Different teams have a very different approach to the role of individuals when they’re on the sideline. Some teams like to give the players on the sideline a chance to rest and have them sit in the shade to recover for their next time in the game. Others, especially in the college ranks, can have countless players making tons of useless noise from the sidelines. I think the best teams find a way to keep players involved in the success of the team when they are not one of the seven guys on the field. There are countless ways to do this. 

Offensively, teams usually have a set of phrases that may define their offensive objective. Things like "swing" (the disc), "keep cutting" or (move the disc to the) "middle" are keywords that remind players to look for specific throws or cuts within the context of the offense. These cues can serve as helpful ways to influence the play on the field, while not over-coaching or distracting the players from doing their things. In zone offense, there is a possibility for even more talk from the sideline to help position players or point out something that a thrower might be missing. However, I’ve generally thought that offenses are better left to work without the distraction of a lot of sideline input. 

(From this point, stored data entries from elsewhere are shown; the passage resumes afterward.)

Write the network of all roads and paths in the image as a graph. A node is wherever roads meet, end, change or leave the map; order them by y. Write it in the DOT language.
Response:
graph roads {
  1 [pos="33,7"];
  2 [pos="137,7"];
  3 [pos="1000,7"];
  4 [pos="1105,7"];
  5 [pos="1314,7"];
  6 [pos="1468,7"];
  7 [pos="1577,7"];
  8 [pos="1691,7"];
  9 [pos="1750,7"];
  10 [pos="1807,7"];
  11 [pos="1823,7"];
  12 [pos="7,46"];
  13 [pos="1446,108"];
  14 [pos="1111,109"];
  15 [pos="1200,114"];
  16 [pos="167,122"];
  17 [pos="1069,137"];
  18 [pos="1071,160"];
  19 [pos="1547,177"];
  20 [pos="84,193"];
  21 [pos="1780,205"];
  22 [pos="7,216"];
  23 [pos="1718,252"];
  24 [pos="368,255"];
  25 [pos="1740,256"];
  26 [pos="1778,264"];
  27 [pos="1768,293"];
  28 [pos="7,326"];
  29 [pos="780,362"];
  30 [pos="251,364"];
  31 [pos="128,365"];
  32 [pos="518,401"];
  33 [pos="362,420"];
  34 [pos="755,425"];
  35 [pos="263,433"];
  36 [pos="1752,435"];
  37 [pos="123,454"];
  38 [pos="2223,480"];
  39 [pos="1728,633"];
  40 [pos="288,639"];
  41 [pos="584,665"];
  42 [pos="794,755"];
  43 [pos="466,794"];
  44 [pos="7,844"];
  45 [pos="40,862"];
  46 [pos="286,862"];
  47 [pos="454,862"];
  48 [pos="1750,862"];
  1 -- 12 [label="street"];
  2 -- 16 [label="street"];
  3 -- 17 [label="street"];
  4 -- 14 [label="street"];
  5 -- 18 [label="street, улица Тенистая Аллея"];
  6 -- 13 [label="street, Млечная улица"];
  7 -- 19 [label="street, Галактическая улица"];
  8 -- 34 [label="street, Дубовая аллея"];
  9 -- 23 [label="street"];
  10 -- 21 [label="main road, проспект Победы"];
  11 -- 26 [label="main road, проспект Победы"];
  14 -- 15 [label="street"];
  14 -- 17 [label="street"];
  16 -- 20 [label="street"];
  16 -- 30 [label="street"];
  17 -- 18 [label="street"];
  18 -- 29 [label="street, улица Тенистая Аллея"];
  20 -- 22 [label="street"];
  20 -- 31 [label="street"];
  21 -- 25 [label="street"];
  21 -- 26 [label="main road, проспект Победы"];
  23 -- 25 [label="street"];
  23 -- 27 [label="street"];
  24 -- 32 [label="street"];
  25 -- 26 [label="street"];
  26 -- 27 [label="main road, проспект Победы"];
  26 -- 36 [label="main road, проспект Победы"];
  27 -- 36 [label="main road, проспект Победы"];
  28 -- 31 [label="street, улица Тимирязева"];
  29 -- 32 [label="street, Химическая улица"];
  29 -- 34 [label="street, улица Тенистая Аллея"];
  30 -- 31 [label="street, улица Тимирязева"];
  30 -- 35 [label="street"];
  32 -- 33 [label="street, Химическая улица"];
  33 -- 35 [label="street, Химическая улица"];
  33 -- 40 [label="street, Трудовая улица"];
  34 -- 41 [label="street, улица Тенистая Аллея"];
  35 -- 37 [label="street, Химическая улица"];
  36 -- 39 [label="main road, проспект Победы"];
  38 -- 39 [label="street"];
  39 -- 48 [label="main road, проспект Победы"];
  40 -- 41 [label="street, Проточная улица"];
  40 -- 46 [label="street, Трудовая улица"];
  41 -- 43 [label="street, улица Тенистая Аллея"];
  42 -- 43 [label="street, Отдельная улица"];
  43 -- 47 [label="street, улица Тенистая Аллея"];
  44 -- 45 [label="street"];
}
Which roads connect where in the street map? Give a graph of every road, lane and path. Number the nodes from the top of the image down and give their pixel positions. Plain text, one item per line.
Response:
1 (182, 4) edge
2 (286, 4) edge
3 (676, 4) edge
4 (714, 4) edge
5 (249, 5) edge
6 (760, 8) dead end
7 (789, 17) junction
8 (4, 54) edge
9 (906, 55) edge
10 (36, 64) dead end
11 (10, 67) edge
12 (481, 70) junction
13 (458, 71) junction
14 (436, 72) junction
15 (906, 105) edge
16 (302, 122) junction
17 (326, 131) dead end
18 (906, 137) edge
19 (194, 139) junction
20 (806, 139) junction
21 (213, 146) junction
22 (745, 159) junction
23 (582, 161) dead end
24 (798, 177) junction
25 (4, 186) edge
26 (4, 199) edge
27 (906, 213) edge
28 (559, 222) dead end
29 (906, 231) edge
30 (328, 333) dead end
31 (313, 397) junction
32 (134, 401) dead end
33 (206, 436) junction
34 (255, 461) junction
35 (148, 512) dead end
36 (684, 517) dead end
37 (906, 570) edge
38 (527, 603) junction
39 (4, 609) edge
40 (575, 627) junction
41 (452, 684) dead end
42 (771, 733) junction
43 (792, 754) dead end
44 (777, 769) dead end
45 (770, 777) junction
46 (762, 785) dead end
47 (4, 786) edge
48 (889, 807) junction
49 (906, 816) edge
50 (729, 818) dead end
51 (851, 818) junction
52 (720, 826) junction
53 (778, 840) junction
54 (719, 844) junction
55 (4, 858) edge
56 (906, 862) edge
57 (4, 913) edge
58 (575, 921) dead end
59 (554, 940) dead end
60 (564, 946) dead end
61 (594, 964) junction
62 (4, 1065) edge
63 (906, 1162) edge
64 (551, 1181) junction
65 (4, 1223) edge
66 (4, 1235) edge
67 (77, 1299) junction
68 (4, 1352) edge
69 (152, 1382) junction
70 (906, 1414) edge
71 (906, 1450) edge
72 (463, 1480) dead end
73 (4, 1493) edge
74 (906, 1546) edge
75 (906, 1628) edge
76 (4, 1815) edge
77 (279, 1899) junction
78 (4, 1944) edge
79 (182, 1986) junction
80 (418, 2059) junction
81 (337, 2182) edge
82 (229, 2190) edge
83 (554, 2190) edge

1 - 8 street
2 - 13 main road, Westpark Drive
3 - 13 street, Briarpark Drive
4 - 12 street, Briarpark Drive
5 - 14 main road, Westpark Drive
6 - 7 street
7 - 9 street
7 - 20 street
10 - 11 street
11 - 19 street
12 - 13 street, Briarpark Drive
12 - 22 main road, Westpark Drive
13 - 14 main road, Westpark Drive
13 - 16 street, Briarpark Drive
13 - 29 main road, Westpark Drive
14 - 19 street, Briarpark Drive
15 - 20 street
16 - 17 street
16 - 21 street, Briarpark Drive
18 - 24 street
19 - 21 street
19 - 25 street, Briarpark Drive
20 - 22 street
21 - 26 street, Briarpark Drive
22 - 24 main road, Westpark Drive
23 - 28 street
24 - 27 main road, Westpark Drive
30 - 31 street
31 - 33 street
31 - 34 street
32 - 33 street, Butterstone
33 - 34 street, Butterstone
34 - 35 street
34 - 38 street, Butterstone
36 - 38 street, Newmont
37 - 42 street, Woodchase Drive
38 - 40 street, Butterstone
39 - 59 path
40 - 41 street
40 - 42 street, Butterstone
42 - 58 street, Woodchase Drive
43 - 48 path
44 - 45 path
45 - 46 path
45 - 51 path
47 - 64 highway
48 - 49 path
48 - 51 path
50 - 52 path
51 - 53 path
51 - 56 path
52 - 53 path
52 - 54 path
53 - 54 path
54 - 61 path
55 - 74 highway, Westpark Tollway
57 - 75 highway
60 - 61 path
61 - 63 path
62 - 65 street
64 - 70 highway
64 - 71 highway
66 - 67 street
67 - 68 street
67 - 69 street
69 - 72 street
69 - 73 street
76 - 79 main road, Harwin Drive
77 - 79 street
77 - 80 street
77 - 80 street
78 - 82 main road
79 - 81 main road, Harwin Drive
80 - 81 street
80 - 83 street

Defensively there is a much greater opportunity for the sidelines to contribute to the onfield performance. The most basic is to give players "up" calls when the disc is in the air. Putting a name on the end of that up call, is the next step for helping the individual who the disc is going to. The next step is for the sideline to be aware of the defense for that point, as well as the general defensive philosophy. Does the dump defender overplay the backwards pass, or protect against the dump going upfield? Is the marker pressuring a backwards pass, possibly at the cost of giving up an inside-out break throw? If the sideline knows the defensive priorities they can instruct both the dump and the marker about a subtle shift in positioning to work within the defensive concept. Telling the marker where that dump cutter is with predetermined words ("left", "right", "45", "flat", "strike") can make the marker much more effective with simple phrases. 

In the zone there is an even greater chance for the sideline to help. Because of the nature of zone defense, it is possible for a sideline player to talk to a single onfield player for the entire point. Effective sideline communicators will keep a continuous stream of talk to help the player stay with that voice. I’ve also found that a name, followed by an instruction is a much better way to communicate than just yelling instructions. For example, "Greg drop, Greg right, Greg you’re good" tells Greg to drop, move right, and then stay where he is. There are a number of phrases that can speak to specific actions, but each team may have different terms for those. However, the continuous flow of information from the sidelines to the field will help players be their most responsive to sideline communication. 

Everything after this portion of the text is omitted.